Embedding fields can be used as feature inputs/predictors for regression in the same way they’re used for classification.
In this tutorial, we will learn how to use the 64D embedding field layers as inputs to a multiple regression analysis predicting above-ground biomass (AGB).
NASA’s Global Ecosystem Dynamics Investigation (GEDI) mission collects LIDAR measurements along ground transects at 30 m spatial resolution at 60 m intervals. We will use the GEDI L4A Raster Aboveground Biomass Density dataset containing point estimates of above ground biomass density (AGBD) that will be used as the predicted variable in the regression model.
Select a region
Let’s start by defining a region of interest. For this tutorial, we will pick a region in the Western Ghats of India and define a polygon as the geometry variable. Alternatively, you can use the Drawing Tools in the Code Editor to draw a polygon around the region of interest that will be saved as the geometry variable in the Imports. We also use the Satellite basemap, which makes it easy to locate vegetated areas.
var geometry = ee.Geometry.Polygon([[
[74.322, 14.981],
[74.322, 14.765],
[74.648, 14.765],
[74.648, 14.980]
]]);
// Use the satellite basemap
Map.setOptions('SATELLITE');
Figure: Selecting the area of interest for above ground biomass prediction
Select a time period
Pick a year for which we want to run the regression.

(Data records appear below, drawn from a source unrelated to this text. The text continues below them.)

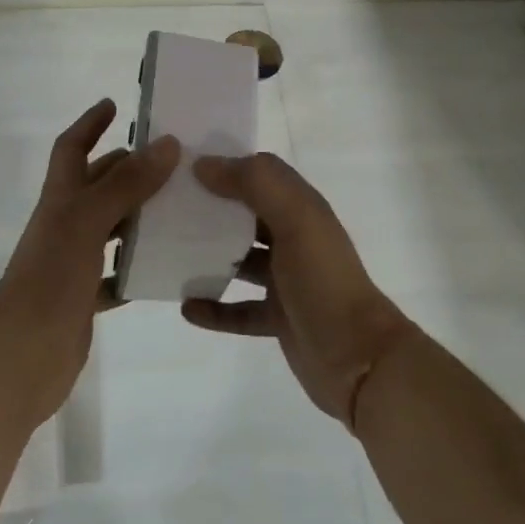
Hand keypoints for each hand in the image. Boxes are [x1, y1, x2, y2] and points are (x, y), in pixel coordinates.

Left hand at [0, 99, 177, 429]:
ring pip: (111, 229)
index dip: (89, 124)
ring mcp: (73, 263)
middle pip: (97, 186)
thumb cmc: (50, 279)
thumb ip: (127, 184)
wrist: (19, 360)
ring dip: (139, 217)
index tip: (113, 104)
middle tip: (171, 160)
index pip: (72, 149)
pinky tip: (166, 267)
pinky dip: (137, 268)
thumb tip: (168, 143)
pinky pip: (116, 276)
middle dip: (128, 169)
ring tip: (181, 209)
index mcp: (61, 200)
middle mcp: (65, 225)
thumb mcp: (88, 222)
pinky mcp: (83, 299)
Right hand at [183, 153, 410, 428]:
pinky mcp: (278, 318)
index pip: (261, 173)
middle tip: (166, 207)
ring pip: (240, 260)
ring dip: (209, 257)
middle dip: (212, 208)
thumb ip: (254, 183)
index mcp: (302, 208)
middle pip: (246, 214)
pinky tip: (187, 308)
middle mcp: (294, 238)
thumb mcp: (295, 219)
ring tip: (170, 253)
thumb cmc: (323, 279)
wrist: (358, 359)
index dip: (227, 165)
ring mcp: (286, 280)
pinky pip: (238, 309)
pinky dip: (215, 307)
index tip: (184, 165)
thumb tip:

Remember that Satellite Embeddings are aggregated at yearly intervals so we define the period for the entire year.
var startDate = ee.Date.fromYMD(2022, 1, 1);
var endDate = startDate.advance(1, 'year');
Prepare the Satellite Embedding dataset
The 64-band Satellite Embedding Images will be used as the predictor for the regression. We load the Satellite Embedding dataset, filter for images for the chosen year and region.
var embeddings = ee.ImageCollection('GOOGLE/SATELLITE_EMBEDDING/V1/ANNUAL');
var embeddingsFiltered = embeddings
.filter(ee.Filter.date(startDate, endDate))
.filter(ee.Filter.bounds(geometry));
Satellite Embedding images are gridded into tiles and served in the projection for the UTM zones for the tile. As a result, we get multiple Satellite Embedding tiles covering the region of interest. To get a single image, we need to mosaic them. In Earth Engine, a mosaic of input images is assigned the default projection, which is WGS84 with a 1-degree scale. As we will be aggregating and reprojecting this mosaic later in the tutorial, it is helpful to retain the original projection. We can extract the projection information from one of the tiles and set it on the mosaic using the setDefaultProjection()
function.
// Extract the projection of the first band of the first image
var embeddingsProjection = ee.Image(embeddingsFiltered.first()).select(0).projection();
// Set the projection of the mosaic to the extracted projection
var embeddingsImage = embeddingsFiltered.mosaic()
.setDefaultProjection(embeddingsProjection);
Prepare the GEDI L4A mosaic
As the GEDI biomass estimates will be used to train our regression model, it is critical to filter out invalid or unreliable GEDI data before using it. We apply several masks to remove potentially erroneous measurements.
- Remove all measurements not meeting quality requirement (l4_quality_flag = 0 and degrade_flag > 0)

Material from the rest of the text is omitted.